Material supplied:

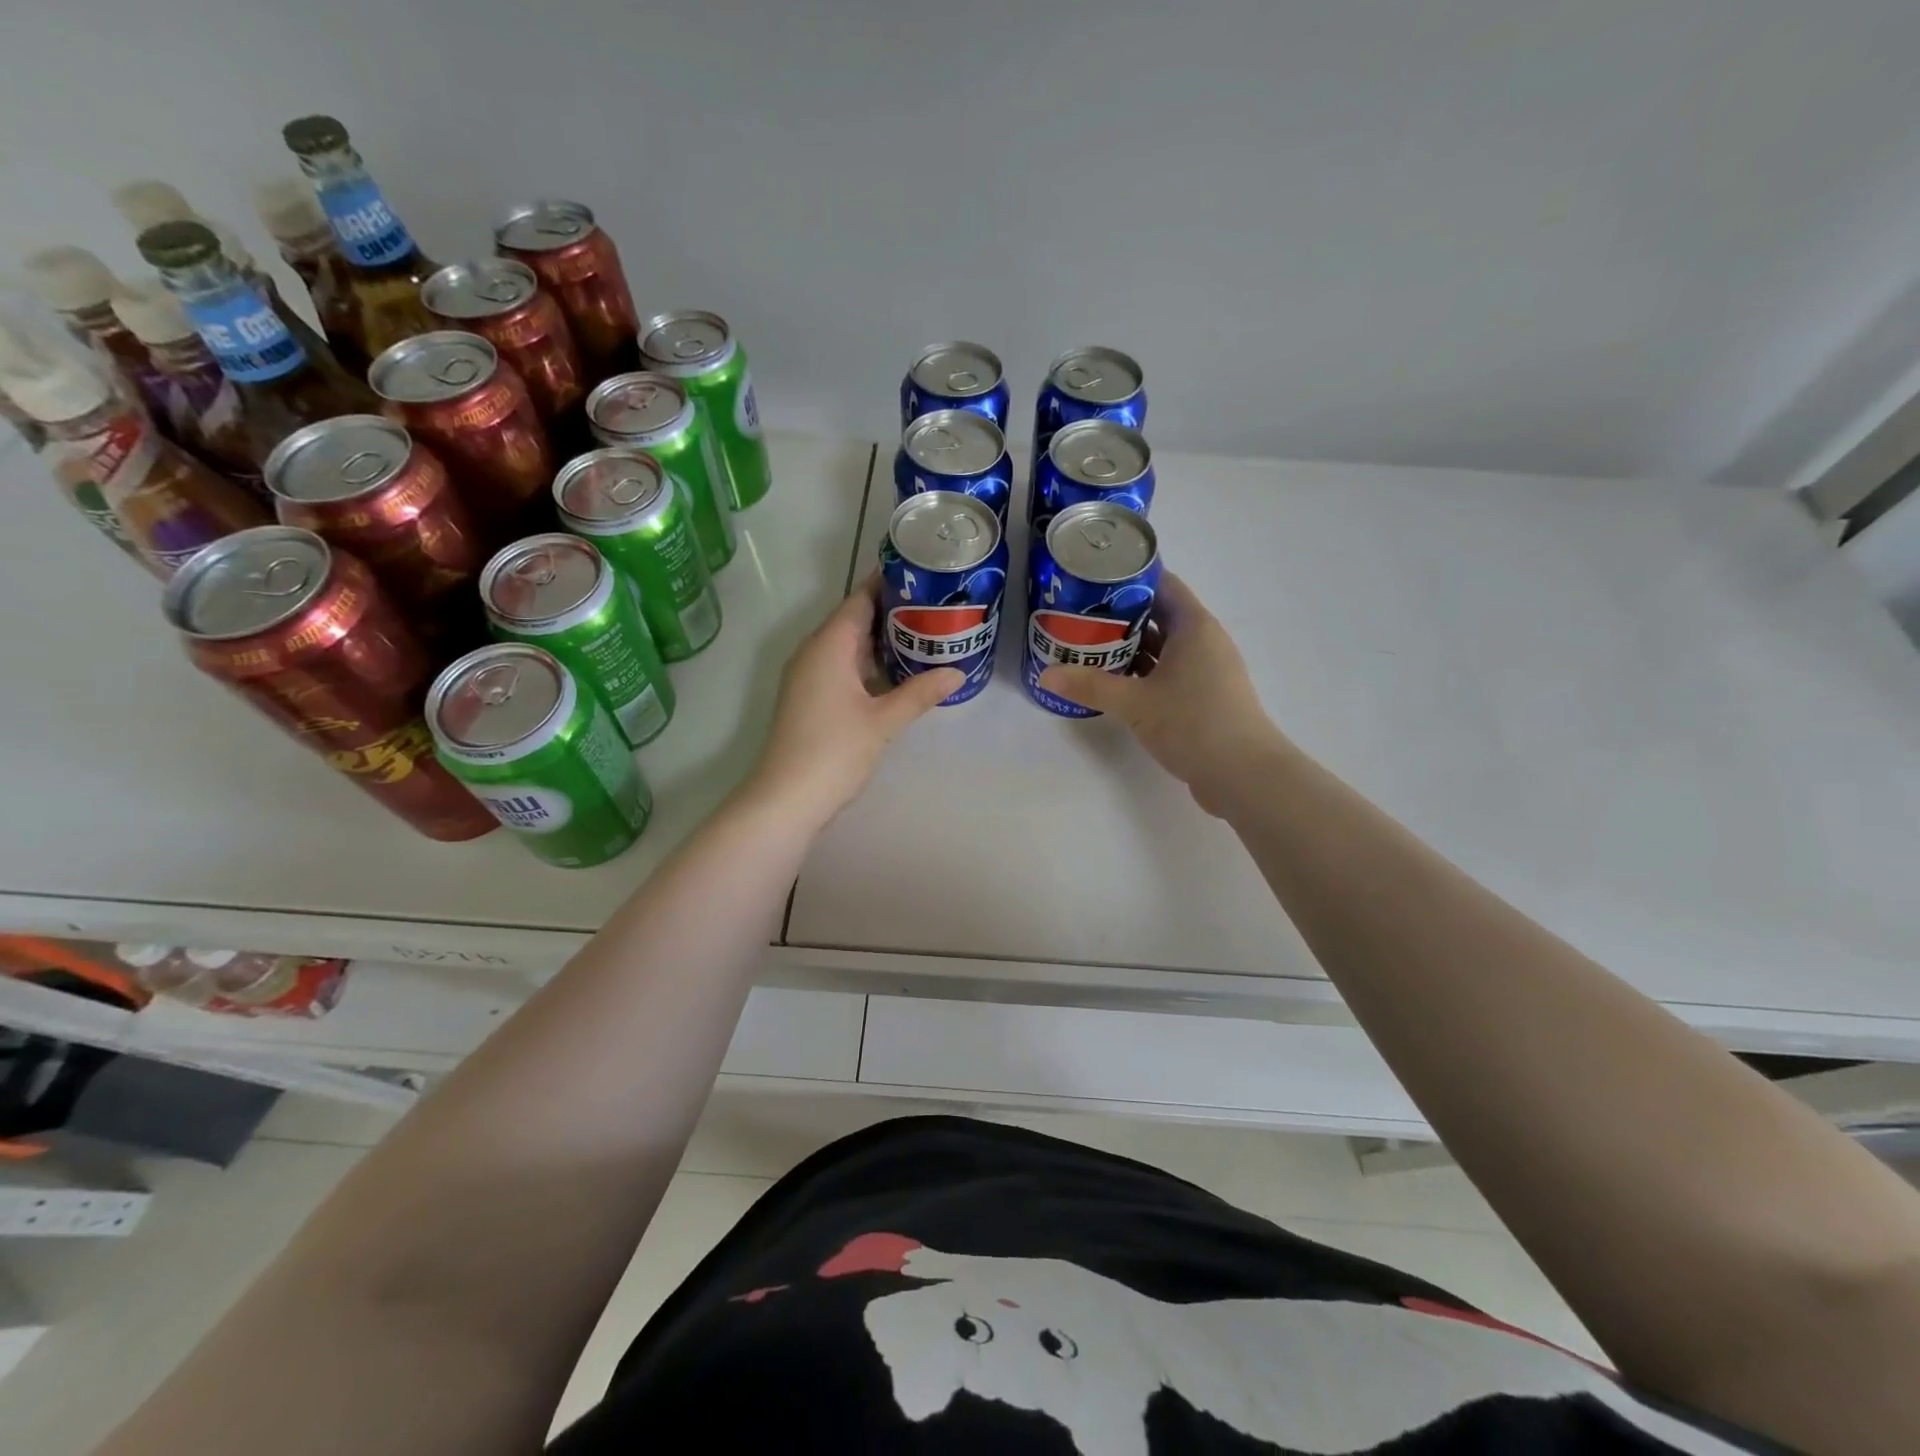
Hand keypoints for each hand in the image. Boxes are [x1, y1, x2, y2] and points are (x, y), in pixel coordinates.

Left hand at [745, 574, 962, 824]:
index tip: (924, 575)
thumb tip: (957, 673)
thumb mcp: (883, 721)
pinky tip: (898, 673)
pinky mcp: (810, 697)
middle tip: (937, 607)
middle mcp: (814, 652)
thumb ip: (919, 693)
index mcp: (829, 645)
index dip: (890, 584)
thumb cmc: (833, 751)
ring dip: (883, 640)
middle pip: (855, 619)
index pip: (860, 599)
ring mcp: (809, 676)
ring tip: (926, 635)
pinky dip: (869, 664)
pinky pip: (843, 666)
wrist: (786, 798)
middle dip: (893, 612)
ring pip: (849, 645)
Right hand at [1039, 572, 1283, 816]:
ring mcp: (1206, 670)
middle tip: (1079, 616)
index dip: (1128, 578)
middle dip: (1120, 615)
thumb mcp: (1135, 703)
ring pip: (1163, 646)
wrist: (1243, 774)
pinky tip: (1114, 681)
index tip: (1092, 580)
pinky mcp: (1204, 696)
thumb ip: (1090, 685)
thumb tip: (1046, 675)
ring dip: (1129, 646)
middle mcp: (1204, 641)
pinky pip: (1168, 671)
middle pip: (1159, 614)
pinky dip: (1143, 671)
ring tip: (1088, 646)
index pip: (1162, 584)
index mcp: (1194, 626)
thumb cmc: (1192, 723)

Exercise aim:
Determine the number of lines in the data above that hold "thumb", and reply with that number alone.

Response to the exercise:
8